• **TASK BRIEF**
Among the lines of this listing, count those that include "each" and state the count by itself.

────

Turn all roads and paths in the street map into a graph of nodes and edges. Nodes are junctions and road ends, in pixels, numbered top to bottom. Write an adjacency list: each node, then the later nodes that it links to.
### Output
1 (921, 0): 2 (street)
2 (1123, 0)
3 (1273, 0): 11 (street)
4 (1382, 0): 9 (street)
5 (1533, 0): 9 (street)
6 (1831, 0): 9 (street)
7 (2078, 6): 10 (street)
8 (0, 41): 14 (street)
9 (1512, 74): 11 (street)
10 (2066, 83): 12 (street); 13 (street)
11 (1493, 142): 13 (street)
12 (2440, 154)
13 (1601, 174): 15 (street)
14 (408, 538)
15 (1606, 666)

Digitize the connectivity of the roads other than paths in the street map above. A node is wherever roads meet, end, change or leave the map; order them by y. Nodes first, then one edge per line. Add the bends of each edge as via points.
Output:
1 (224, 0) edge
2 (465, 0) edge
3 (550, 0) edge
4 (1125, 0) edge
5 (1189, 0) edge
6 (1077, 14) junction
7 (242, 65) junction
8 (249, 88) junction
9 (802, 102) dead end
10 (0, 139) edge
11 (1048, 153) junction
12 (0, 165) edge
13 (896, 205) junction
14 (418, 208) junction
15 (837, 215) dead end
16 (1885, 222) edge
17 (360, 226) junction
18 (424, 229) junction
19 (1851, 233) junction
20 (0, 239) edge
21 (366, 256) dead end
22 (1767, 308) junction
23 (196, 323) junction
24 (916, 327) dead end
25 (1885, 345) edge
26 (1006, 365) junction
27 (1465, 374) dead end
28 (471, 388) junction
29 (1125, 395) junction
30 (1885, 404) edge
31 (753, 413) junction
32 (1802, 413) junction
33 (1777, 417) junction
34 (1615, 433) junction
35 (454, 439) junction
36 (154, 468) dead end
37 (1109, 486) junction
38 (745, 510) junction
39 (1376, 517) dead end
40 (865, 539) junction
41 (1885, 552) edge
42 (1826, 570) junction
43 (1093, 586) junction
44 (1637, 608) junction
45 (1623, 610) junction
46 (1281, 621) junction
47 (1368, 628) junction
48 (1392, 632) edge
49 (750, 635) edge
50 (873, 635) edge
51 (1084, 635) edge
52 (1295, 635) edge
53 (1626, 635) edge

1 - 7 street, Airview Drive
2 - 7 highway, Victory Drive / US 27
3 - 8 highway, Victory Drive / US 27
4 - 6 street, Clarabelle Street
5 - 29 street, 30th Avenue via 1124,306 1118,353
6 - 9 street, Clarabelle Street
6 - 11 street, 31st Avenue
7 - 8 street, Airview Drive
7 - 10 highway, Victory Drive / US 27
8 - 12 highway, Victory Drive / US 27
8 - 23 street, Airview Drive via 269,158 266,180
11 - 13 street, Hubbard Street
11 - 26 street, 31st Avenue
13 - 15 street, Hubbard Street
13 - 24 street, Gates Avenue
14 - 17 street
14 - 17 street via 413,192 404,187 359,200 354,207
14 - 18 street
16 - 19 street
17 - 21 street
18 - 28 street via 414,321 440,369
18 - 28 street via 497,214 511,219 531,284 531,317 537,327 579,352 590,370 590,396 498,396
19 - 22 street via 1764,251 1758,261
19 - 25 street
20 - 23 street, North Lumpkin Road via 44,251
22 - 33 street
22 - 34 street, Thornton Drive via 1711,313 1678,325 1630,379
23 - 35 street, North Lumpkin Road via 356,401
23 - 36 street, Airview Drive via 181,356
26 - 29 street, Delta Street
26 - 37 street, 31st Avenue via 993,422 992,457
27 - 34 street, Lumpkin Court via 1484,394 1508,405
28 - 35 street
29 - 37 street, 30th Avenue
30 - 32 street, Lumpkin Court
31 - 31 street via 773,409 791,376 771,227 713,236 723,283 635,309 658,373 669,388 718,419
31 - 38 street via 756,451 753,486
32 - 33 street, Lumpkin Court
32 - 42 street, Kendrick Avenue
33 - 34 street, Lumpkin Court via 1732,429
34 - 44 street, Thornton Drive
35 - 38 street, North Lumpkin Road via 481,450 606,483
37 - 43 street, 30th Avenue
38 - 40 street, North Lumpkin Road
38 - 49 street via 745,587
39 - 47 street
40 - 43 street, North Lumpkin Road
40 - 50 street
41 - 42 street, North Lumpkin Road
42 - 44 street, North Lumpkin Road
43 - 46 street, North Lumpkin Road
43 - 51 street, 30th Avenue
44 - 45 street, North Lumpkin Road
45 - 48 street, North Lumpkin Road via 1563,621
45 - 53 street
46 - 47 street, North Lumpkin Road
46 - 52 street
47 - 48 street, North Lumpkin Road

────

• **ANSWER TO THIS TASK**
2